── Data records ──

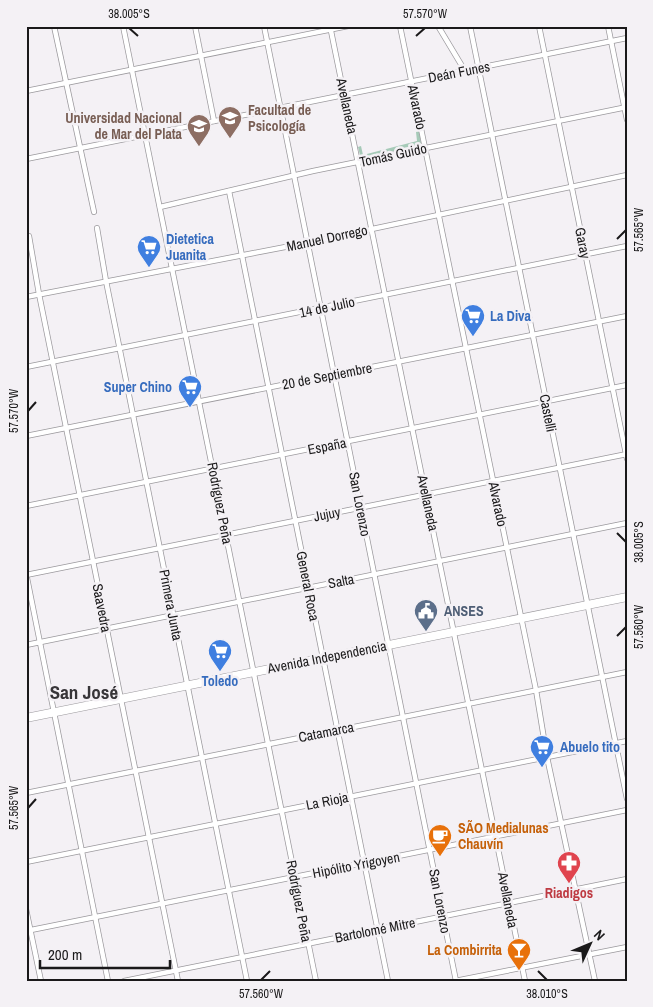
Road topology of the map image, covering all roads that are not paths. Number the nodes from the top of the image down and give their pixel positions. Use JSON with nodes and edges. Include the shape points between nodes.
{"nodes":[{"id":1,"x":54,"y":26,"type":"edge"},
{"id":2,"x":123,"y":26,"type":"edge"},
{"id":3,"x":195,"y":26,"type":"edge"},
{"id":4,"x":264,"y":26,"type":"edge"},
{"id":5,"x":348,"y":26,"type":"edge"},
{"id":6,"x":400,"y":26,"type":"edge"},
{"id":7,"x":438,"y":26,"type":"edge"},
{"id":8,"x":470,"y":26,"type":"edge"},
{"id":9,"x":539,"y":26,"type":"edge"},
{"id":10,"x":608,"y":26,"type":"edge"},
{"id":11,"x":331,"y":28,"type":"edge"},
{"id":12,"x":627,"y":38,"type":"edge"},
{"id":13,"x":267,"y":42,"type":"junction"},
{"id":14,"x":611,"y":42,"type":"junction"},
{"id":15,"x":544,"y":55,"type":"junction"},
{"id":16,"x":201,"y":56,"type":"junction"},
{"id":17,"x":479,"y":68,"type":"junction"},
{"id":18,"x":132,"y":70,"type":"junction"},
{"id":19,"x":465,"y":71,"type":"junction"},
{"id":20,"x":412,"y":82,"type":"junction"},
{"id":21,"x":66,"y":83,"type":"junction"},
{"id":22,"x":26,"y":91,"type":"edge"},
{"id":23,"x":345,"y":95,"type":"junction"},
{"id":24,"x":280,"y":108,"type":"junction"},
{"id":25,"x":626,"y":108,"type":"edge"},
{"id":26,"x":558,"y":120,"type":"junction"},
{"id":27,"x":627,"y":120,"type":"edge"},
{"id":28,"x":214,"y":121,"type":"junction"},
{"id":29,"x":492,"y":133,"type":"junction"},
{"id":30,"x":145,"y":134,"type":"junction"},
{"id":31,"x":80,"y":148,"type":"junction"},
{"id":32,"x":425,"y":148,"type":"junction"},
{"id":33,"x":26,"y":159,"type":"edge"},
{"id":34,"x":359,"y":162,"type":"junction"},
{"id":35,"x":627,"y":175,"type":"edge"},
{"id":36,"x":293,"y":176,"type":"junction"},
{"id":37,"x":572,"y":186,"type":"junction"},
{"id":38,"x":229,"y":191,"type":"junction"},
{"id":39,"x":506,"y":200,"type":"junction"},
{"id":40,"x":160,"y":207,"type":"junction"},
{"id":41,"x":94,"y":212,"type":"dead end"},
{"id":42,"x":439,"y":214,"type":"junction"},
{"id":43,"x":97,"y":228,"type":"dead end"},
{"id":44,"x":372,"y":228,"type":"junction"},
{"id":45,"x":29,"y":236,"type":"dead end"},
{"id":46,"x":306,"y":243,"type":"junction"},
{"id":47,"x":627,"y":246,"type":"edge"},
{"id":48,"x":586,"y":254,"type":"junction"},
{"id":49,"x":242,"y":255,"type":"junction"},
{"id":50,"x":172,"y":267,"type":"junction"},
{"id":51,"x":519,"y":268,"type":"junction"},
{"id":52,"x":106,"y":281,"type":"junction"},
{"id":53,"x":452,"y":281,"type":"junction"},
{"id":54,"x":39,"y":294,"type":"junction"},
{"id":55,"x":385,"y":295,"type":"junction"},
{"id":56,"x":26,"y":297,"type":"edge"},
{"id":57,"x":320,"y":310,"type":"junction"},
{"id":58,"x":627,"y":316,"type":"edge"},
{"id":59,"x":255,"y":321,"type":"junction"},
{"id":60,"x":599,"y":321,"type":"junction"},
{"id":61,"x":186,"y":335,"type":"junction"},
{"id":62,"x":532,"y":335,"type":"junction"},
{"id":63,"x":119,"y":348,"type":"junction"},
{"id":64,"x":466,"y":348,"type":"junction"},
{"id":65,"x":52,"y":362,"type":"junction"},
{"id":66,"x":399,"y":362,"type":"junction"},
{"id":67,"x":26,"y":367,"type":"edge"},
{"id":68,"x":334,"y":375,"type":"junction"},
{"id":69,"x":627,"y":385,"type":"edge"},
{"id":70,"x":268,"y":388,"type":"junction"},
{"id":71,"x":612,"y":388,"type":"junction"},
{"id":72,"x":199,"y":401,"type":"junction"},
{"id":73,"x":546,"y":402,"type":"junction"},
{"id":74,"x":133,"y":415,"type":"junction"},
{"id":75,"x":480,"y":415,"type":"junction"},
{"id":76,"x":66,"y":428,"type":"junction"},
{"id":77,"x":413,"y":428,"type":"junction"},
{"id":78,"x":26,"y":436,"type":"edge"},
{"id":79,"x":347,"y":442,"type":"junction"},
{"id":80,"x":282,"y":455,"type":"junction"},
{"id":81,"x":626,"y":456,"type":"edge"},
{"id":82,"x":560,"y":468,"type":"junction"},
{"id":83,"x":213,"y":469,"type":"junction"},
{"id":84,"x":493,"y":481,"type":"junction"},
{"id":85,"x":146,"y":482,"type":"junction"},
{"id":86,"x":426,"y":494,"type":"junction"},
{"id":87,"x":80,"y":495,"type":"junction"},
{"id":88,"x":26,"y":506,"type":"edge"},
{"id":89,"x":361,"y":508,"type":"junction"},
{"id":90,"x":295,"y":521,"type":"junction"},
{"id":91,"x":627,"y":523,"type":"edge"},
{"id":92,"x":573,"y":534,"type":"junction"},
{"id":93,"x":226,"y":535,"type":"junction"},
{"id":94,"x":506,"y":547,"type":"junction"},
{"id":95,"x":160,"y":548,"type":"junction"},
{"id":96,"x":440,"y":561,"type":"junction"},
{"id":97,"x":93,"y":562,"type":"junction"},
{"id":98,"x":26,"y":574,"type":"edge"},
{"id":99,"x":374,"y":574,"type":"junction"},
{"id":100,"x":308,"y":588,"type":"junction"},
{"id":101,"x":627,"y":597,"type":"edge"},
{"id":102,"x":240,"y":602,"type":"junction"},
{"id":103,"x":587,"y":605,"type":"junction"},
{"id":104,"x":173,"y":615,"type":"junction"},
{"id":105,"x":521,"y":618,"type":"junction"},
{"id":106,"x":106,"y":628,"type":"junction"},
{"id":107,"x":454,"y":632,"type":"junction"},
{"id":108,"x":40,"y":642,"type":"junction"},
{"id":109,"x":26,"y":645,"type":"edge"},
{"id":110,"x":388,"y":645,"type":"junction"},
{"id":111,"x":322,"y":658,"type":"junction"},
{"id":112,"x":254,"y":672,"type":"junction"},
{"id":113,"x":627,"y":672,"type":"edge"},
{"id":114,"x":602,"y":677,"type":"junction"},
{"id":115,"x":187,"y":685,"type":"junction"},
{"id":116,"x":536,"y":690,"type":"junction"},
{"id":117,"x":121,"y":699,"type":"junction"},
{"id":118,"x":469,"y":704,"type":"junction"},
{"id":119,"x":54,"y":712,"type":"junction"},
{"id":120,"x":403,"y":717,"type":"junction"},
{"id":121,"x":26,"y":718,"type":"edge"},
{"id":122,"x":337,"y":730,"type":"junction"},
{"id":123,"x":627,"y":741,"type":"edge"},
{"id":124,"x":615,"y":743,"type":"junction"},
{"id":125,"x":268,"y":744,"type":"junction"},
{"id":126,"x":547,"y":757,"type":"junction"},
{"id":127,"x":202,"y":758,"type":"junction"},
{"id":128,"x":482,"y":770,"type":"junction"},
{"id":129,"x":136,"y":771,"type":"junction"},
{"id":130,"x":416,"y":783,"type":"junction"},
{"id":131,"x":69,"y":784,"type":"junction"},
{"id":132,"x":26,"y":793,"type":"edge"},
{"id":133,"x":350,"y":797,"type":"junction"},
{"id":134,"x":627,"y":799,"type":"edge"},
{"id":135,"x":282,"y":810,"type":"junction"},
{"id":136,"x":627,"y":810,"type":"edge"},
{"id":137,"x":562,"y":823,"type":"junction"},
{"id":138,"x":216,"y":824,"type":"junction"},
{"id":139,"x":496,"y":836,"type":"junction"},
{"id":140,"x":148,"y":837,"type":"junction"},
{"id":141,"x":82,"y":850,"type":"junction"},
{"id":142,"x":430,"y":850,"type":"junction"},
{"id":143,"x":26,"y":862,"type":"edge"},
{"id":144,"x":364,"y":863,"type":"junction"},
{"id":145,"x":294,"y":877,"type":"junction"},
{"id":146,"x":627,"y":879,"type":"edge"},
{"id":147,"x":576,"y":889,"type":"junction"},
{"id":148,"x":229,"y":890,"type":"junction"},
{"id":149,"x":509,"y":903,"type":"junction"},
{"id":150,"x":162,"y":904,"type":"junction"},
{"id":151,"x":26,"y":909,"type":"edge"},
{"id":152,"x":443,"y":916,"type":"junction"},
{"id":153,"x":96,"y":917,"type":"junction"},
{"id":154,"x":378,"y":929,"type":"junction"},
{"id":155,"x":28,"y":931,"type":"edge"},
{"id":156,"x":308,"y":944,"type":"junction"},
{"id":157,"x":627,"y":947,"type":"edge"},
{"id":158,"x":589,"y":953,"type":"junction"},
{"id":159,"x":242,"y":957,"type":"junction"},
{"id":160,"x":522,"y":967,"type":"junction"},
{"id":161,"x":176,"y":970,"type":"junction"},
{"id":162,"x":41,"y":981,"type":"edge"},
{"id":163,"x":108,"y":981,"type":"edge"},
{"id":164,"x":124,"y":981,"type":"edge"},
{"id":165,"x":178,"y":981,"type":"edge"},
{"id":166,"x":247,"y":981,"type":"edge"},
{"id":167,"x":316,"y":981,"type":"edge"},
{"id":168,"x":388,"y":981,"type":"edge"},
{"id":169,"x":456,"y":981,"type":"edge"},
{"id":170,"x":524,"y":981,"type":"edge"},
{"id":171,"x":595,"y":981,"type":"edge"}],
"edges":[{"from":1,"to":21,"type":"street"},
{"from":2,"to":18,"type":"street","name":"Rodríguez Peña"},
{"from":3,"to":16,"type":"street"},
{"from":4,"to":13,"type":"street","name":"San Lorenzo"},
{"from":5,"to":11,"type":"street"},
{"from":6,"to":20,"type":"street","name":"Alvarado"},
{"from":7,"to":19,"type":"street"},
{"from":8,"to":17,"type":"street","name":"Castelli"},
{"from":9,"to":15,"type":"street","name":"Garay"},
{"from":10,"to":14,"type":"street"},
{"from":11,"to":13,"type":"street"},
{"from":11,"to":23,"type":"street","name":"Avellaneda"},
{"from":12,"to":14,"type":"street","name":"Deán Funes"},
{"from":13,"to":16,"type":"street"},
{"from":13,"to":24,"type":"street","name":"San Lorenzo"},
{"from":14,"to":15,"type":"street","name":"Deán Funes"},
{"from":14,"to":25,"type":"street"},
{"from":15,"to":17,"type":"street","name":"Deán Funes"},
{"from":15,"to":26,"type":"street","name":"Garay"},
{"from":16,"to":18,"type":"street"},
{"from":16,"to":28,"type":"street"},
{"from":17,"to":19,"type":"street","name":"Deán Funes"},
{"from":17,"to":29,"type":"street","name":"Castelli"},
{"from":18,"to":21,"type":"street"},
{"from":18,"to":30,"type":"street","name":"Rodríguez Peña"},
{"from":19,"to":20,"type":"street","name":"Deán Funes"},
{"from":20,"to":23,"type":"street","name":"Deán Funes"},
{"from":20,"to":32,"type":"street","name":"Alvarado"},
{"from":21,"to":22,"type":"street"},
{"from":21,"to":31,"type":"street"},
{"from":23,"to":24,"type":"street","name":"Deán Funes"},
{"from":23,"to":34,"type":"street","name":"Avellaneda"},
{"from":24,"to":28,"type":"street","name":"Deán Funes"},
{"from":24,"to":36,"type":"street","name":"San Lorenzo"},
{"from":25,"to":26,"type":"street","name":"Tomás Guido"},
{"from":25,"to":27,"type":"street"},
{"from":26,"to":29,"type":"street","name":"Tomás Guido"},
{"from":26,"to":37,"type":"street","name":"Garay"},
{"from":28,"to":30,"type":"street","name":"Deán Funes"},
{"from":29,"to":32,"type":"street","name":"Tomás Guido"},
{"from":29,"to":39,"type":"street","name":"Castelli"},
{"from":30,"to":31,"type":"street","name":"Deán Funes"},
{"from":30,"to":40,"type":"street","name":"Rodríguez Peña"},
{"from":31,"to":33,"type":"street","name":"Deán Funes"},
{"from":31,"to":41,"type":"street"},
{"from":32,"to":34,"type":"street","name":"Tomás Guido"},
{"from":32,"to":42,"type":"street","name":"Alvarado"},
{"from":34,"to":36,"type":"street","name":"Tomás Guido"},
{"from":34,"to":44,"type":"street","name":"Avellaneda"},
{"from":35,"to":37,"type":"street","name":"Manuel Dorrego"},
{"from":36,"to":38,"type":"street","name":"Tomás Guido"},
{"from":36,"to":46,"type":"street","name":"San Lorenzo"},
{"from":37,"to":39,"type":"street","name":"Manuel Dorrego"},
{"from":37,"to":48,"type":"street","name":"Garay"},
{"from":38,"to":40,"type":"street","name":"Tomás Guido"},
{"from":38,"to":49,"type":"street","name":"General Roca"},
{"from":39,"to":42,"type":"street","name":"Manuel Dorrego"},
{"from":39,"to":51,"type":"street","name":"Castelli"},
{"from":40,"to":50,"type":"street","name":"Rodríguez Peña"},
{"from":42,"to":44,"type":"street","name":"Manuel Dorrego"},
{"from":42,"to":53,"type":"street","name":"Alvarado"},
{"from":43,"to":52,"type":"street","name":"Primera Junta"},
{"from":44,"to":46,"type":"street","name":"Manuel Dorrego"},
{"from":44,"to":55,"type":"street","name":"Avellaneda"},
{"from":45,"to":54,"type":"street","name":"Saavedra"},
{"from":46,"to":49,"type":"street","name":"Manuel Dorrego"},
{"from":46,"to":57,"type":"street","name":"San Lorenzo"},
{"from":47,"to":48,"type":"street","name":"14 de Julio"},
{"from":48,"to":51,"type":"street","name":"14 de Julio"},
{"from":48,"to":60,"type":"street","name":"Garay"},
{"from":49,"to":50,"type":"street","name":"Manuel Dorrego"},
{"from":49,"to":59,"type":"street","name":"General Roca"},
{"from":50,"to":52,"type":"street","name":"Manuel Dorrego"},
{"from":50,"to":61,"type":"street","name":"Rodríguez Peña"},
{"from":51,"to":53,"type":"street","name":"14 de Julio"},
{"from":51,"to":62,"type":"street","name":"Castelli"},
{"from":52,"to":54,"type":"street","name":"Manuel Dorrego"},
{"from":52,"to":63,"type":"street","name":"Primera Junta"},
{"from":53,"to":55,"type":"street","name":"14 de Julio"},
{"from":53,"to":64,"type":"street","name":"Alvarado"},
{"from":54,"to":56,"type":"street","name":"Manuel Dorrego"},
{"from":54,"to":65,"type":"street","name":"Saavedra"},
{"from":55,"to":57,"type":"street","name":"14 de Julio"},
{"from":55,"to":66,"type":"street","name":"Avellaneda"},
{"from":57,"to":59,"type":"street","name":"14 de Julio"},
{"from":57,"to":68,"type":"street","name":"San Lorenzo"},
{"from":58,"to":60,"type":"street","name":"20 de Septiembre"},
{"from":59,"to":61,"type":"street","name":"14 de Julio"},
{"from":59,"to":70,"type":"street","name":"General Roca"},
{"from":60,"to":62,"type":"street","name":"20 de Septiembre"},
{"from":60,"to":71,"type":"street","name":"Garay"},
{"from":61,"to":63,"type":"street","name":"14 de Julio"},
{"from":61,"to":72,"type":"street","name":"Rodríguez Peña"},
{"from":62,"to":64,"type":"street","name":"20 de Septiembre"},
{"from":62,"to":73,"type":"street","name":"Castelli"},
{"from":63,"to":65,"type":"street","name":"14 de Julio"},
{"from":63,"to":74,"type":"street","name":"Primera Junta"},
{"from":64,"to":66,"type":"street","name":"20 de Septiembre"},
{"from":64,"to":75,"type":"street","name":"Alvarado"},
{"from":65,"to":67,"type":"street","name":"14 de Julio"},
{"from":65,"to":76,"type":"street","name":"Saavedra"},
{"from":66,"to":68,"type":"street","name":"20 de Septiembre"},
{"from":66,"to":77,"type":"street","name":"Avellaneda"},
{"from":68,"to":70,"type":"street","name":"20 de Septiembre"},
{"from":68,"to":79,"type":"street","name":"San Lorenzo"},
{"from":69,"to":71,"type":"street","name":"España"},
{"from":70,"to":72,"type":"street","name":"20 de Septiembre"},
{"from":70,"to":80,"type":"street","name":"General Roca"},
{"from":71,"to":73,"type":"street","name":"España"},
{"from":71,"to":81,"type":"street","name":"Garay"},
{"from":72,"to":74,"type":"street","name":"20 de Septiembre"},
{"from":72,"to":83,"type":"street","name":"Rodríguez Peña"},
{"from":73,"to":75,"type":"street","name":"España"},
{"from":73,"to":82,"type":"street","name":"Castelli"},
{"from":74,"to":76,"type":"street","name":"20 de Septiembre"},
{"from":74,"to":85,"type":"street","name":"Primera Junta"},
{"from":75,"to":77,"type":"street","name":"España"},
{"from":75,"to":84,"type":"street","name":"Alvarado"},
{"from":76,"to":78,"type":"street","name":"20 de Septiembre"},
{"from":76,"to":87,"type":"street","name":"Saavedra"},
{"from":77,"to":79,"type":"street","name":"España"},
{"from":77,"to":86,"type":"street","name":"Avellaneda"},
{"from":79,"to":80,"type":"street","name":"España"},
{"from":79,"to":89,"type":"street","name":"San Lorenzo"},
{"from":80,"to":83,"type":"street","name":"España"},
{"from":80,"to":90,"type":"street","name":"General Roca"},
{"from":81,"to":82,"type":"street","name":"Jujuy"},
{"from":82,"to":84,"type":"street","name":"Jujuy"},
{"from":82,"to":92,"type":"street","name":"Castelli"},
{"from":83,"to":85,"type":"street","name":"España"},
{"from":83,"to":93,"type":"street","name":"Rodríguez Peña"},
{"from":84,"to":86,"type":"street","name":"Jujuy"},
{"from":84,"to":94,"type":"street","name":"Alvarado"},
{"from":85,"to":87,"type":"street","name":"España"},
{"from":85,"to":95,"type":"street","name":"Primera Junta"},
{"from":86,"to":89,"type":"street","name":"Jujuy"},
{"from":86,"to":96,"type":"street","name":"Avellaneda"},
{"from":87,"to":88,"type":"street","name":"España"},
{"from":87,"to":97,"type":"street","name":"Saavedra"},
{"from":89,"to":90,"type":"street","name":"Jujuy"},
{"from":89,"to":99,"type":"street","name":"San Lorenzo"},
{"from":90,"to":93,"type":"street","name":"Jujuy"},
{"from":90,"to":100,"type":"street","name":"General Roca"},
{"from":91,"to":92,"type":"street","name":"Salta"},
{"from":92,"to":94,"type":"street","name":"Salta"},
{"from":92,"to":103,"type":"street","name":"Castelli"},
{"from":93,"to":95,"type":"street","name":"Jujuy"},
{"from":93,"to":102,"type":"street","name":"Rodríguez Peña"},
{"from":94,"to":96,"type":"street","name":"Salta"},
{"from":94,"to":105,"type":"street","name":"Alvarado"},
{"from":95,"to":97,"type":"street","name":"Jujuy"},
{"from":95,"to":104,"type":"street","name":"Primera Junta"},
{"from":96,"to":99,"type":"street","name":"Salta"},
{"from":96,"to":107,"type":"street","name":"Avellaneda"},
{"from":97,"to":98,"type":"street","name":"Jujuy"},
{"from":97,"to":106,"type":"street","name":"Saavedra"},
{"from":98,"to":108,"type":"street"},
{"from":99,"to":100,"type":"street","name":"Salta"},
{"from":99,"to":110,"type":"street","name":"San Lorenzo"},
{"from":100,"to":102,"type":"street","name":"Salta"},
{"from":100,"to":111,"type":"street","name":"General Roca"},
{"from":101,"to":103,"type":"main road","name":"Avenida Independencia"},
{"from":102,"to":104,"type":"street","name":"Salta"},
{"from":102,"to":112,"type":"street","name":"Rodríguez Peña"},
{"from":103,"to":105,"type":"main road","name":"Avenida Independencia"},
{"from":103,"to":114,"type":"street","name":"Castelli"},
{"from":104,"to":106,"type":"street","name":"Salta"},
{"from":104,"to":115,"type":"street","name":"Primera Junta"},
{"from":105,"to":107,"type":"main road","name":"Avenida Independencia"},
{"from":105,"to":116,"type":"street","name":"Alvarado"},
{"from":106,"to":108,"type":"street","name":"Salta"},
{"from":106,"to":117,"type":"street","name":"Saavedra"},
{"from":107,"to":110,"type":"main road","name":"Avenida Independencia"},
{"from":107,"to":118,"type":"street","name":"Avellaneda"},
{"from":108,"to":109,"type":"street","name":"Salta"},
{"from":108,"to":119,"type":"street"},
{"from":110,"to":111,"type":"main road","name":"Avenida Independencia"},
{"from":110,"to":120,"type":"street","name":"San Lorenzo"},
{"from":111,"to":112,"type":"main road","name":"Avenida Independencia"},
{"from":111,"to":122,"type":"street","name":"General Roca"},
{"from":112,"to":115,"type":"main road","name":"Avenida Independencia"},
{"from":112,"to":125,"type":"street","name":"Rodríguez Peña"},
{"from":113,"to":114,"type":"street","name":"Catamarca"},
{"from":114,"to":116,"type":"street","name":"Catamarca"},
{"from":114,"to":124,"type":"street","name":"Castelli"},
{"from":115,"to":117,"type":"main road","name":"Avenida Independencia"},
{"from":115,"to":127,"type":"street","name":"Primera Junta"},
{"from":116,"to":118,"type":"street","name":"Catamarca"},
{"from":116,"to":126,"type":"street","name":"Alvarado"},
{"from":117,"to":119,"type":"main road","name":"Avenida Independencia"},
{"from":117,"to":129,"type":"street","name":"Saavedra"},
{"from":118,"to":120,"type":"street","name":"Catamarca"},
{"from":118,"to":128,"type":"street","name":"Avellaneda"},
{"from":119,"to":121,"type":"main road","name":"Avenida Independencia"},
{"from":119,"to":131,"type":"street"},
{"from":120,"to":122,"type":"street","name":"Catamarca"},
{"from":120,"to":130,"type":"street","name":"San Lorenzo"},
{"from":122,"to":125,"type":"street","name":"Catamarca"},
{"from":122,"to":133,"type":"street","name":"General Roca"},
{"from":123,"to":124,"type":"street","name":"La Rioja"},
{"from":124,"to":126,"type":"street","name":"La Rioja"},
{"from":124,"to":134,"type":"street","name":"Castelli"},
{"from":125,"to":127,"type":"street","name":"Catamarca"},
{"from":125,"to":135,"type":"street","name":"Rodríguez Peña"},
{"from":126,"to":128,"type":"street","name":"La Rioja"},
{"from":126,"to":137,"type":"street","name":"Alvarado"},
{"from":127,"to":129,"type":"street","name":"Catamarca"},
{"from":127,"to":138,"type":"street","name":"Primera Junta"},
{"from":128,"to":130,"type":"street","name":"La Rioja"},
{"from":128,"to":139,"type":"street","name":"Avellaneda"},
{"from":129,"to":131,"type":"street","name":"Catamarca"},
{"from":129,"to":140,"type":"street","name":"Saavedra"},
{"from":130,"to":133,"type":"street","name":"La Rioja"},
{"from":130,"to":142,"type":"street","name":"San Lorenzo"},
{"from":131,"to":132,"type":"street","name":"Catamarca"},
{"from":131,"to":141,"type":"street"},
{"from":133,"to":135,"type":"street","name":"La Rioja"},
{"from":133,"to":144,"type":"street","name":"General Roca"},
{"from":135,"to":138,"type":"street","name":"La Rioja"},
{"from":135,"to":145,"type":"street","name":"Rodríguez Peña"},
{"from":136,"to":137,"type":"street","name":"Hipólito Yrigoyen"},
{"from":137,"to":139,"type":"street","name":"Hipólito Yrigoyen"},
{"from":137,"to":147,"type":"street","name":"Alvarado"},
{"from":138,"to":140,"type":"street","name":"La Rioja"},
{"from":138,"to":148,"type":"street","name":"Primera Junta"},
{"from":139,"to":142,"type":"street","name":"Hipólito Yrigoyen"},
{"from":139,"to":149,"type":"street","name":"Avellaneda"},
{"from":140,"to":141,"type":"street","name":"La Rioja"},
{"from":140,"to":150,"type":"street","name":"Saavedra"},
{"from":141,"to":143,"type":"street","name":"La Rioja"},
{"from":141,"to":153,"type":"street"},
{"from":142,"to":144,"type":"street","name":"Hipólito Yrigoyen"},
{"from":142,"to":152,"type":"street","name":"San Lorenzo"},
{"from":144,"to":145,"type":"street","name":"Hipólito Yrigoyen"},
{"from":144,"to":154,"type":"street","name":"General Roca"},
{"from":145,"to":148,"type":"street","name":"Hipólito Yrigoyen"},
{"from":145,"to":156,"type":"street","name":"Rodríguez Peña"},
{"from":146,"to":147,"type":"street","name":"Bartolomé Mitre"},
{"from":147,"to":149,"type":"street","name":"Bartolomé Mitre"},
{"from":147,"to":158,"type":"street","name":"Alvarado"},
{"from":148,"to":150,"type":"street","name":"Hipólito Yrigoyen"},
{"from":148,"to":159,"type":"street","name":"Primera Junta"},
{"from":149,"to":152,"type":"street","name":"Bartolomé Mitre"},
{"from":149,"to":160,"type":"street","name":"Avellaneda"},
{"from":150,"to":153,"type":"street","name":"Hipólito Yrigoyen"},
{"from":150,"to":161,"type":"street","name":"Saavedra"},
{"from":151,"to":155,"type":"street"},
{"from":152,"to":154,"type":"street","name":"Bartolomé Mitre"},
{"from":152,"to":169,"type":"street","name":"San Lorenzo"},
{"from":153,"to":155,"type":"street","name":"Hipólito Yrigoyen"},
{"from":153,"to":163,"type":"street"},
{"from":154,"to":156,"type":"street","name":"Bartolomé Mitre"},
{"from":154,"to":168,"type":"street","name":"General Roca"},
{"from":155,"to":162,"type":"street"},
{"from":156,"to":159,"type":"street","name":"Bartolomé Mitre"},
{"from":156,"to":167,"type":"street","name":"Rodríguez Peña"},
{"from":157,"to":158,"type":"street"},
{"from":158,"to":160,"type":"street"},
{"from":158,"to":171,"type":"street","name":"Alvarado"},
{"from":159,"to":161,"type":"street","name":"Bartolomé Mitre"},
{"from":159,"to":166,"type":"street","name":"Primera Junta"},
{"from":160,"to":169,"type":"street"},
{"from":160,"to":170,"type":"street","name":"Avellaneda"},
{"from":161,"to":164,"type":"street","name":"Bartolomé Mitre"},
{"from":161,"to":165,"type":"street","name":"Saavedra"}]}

───

Which of the lines above hold the word "España"? Copy each one.

{"from":69,"to":71,"type":"street","name":"España"},
{"from":71,"to":73,"type":"street","name":"España"},
{"from":73,"to":75,"type":"street","name":"España"},
{"from":75,"to":77,"type":"street","name":"España"},
{"from":77,"to":79,"type":"street","name":"España"},
{"from":79,"to":80,"type":"street","name":"España"},
{"from":80,"to":83,"type":"street","name":"España"},
{"from":83,"to":85,"type":"street","name":"España"},
{"from":85,"to":87,"type":"street","name":"España"},
{"from":87,"to":88,"type":"street","name":"España"},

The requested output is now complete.